**Task statement:** Search the data below for "Homem"; list each line that holds it.

**Saved data entries:**
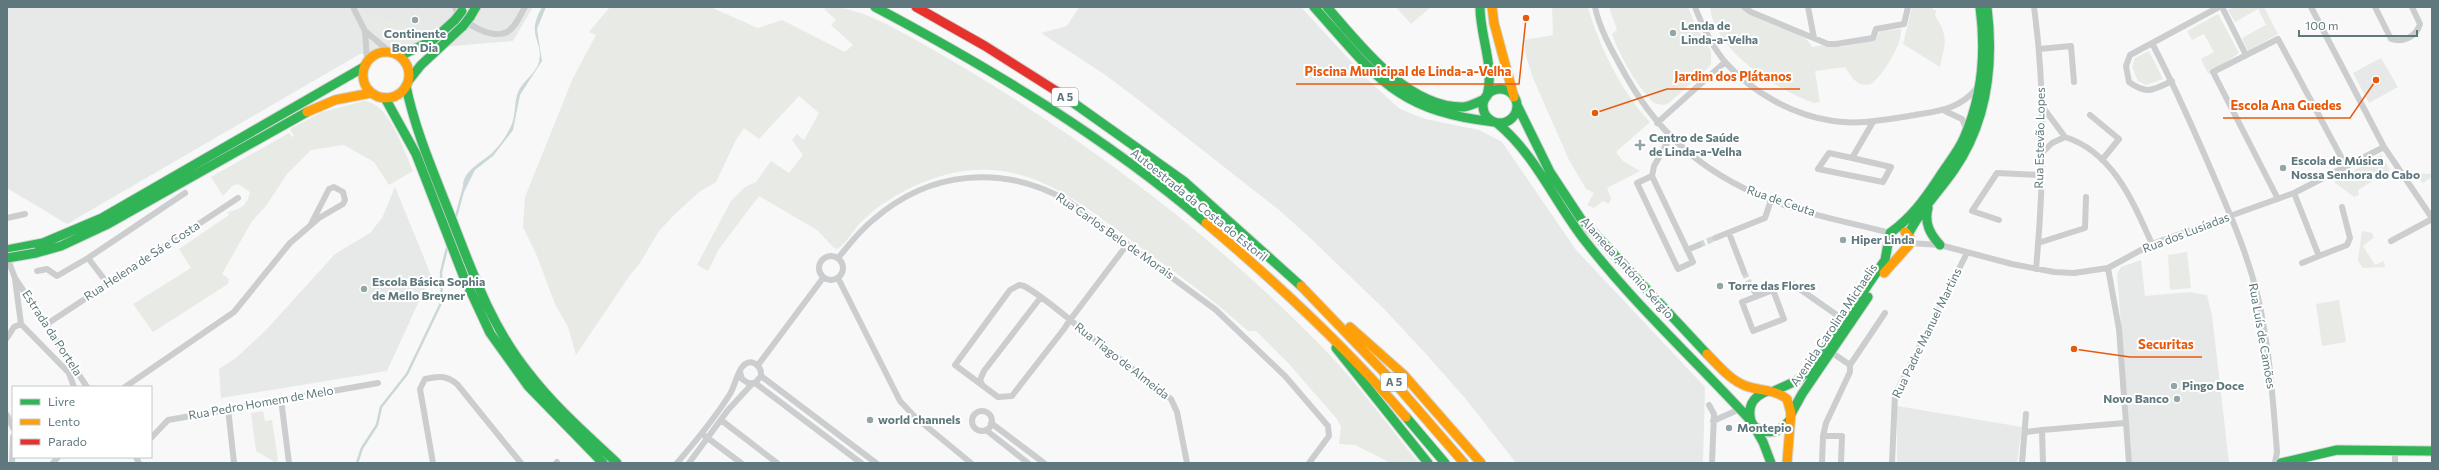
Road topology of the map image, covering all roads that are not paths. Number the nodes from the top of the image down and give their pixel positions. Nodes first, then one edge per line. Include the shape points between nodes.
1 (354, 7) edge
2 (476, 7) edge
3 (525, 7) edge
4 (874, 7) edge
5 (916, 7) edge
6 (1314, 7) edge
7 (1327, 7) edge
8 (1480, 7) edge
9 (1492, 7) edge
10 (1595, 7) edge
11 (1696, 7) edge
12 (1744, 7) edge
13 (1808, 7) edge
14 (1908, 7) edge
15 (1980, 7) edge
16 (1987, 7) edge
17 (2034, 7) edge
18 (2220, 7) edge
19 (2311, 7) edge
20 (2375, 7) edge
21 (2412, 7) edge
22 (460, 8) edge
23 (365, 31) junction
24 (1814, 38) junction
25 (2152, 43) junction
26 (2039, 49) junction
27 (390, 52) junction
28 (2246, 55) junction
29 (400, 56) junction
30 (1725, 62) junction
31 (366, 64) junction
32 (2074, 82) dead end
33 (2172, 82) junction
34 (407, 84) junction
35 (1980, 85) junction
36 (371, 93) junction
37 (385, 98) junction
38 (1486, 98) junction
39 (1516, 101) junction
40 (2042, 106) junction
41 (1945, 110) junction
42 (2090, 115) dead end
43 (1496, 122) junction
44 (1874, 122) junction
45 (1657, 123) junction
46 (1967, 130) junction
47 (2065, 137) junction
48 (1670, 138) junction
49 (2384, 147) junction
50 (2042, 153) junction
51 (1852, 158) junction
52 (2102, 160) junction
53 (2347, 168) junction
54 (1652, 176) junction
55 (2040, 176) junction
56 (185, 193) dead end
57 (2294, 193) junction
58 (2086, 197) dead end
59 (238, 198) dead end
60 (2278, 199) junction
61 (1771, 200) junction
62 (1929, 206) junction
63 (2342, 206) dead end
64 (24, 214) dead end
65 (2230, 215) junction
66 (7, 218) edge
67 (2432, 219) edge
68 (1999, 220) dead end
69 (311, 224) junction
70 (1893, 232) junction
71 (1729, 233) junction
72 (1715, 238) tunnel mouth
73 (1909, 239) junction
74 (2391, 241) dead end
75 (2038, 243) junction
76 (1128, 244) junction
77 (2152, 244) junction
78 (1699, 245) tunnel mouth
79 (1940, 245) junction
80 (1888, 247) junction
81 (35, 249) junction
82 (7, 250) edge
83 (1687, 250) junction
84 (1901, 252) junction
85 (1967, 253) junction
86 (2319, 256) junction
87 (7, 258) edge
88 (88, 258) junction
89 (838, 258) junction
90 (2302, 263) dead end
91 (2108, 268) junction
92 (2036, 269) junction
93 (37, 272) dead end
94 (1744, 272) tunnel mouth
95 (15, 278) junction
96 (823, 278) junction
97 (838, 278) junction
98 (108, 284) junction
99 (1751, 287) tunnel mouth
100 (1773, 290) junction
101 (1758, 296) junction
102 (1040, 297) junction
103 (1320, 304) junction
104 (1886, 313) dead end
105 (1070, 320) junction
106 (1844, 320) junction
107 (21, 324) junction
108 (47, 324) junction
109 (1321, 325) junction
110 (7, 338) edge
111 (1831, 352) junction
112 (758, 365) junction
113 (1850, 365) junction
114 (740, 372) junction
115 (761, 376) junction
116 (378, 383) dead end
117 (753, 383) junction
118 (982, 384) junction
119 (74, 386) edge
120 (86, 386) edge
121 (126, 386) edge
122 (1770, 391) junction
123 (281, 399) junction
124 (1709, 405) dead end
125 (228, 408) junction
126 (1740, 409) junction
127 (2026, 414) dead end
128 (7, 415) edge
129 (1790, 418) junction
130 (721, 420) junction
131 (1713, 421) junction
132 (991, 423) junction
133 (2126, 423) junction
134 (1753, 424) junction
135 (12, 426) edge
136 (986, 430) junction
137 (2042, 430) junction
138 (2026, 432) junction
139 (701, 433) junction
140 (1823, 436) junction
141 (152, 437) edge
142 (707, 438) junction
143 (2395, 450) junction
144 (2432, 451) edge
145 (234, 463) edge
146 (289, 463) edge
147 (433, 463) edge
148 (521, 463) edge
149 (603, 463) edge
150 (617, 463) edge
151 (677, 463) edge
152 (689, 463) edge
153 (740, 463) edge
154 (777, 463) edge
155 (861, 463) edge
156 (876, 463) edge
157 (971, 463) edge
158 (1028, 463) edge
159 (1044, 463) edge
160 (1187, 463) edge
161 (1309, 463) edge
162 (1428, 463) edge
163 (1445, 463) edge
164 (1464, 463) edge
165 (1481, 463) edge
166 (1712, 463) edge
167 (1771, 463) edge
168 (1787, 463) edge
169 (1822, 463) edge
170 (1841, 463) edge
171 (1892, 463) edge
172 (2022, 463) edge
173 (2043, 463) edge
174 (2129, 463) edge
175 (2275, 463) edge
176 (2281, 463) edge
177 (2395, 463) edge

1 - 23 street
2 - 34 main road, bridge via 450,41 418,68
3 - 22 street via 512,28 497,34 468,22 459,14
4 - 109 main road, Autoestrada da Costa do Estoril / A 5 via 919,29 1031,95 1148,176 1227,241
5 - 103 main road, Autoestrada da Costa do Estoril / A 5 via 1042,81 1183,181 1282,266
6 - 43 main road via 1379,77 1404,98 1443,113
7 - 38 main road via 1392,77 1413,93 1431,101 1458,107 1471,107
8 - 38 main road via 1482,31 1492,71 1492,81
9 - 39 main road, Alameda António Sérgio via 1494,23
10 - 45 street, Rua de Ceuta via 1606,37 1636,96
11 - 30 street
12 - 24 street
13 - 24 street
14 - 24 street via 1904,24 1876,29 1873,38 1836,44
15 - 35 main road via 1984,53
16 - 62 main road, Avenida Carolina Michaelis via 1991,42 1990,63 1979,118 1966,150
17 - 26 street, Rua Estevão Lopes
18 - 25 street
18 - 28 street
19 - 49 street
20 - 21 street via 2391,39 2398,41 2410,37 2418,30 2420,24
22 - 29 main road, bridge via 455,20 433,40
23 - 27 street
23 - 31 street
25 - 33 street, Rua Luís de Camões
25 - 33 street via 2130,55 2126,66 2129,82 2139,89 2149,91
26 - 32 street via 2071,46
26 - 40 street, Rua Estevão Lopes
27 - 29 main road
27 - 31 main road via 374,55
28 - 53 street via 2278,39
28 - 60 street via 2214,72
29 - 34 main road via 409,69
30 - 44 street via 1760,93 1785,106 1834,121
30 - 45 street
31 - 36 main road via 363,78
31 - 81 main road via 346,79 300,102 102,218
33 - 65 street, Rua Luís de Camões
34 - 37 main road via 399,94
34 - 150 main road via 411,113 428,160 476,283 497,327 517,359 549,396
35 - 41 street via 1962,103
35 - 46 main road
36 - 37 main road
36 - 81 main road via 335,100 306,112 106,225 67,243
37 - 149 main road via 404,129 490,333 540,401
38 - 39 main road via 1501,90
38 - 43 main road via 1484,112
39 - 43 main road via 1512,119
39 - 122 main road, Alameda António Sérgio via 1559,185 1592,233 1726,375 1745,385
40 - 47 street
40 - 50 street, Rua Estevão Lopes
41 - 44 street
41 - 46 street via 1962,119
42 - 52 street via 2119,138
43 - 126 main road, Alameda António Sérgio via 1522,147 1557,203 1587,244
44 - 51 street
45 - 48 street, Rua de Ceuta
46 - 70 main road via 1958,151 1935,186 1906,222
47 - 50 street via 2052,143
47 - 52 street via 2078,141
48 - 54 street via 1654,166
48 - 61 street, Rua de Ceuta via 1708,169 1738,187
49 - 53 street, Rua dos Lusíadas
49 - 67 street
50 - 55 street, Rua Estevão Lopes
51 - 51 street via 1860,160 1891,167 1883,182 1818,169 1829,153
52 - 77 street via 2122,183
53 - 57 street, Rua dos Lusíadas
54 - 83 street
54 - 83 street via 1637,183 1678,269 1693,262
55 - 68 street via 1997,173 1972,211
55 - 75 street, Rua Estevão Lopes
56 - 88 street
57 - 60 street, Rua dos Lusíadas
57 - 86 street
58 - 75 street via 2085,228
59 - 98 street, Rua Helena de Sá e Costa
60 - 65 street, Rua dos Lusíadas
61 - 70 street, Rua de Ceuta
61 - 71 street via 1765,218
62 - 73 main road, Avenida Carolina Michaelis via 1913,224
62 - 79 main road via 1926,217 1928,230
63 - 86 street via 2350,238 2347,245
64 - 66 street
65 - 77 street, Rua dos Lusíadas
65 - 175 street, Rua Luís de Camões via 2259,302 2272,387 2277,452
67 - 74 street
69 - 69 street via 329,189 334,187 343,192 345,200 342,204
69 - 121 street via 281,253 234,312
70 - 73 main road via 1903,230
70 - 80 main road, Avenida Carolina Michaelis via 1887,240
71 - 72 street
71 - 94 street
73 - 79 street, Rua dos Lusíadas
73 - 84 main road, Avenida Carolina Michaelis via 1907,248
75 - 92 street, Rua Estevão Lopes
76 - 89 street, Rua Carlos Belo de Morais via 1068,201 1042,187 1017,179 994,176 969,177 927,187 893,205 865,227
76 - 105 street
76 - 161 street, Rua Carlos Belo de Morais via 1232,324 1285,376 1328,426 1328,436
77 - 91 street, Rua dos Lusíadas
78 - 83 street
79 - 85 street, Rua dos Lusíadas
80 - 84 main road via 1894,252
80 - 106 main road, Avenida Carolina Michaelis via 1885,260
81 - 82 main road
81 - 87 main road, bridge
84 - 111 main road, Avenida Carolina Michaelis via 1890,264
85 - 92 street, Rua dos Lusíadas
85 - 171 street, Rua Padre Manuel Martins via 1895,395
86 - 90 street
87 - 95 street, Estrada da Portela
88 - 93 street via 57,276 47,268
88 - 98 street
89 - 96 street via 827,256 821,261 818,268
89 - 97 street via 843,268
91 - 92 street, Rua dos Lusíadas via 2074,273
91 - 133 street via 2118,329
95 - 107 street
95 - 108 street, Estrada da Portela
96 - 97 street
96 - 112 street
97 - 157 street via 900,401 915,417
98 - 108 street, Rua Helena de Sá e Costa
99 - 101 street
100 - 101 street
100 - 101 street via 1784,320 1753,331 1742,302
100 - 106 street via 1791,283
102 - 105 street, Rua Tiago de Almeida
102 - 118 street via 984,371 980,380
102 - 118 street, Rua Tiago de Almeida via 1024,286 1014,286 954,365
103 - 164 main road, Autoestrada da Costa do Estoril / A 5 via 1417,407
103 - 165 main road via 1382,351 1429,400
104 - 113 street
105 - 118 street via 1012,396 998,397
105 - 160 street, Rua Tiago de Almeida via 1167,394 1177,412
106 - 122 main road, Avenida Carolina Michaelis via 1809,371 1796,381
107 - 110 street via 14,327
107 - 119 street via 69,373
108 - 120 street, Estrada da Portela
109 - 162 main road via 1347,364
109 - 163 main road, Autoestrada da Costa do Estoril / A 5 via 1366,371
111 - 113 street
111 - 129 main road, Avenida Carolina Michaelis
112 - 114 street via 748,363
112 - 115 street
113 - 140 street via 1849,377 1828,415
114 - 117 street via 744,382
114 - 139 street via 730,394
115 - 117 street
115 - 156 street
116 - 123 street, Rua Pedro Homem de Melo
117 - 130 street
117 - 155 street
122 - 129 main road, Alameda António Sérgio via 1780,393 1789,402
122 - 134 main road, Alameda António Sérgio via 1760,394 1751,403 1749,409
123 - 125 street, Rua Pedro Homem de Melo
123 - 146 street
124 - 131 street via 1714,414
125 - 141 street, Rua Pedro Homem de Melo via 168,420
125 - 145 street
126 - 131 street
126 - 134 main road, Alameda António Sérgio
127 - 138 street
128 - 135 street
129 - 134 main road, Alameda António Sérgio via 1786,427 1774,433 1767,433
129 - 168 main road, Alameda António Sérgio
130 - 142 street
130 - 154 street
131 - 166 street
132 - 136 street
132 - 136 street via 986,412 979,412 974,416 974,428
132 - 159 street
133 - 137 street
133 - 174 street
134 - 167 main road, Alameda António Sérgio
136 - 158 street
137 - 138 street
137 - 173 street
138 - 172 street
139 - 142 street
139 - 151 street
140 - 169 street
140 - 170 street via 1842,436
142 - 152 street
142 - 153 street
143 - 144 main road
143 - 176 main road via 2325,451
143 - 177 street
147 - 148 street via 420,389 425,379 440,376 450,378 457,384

**Answer to the exercise:**
116 - 123 street, Rua Pedro Homem de Melo
123 - 125 street, Rua Pedro Homem de Melo
125 - 141 street, Rua Pedro Homem de Melo via 168,420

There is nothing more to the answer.